__Data supplied__:
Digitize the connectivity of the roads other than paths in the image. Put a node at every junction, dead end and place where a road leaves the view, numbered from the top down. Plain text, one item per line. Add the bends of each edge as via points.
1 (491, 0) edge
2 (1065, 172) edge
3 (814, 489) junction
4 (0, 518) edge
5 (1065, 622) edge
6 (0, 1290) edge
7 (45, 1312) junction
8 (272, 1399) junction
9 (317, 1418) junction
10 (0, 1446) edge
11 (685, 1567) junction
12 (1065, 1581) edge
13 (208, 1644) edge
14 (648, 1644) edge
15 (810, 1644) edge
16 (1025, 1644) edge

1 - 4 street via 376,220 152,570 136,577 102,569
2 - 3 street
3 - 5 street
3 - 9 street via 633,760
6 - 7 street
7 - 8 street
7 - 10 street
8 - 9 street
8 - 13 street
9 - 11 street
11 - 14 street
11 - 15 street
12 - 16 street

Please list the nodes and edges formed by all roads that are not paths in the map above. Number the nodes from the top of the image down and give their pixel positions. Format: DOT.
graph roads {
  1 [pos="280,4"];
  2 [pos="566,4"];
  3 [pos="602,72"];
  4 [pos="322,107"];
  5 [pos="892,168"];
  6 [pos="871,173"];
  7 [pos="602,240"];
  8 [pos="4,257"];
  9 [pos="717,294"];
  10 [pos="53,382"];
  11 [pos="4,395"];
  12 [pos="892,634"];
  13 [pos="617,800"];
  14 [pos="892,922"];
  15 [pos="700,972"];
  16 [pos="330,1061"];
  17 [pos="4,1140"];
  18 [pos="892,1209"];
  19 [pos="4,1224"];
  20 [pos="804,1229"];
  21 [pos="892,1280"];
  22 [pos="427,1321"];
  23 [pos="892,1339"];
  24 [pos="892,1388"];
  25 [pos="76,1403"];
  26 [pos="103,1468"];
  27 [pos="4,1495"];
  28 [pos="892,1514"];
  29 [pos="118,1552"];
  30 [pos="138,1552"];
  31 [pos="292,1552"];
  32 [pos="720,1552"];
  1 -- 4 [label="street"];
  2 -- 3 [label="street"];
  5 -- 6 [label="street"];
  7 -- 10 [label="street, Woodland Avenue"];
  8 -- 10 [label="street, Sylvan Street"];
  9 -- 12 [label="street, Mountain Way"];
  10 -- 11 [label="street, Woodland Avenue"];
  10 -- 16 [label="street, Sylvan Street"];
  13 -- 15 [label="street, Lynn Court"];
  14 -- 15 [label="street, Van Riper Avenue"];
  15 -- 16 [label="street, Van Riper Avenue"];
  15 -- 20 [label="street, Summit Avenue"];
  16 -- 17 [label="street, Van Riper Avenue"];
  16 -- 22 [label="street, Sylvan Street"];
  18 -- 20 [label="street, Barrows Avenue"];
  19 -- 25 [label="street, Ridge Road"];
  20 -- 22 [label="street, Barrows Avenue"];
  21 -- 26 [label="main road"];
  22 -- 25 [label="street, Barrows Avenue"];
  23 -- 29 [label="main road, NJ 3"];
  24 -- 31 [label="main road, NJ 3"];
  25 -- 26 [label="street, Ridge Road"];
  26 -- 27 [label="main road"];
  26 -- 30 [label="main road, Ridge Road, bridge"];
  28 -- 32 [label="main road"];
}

__Task directions__: Where does "Riper" appear in the records above? Copy each line that holds it.

__Answer to this exercise__:
  14 -- 15 [label="street, Van Riper Avenue"];
  15 -- 16 [label="street, Van Riper Avenue"];
  16 -- 17 [label="street, Van Riper Avenue"];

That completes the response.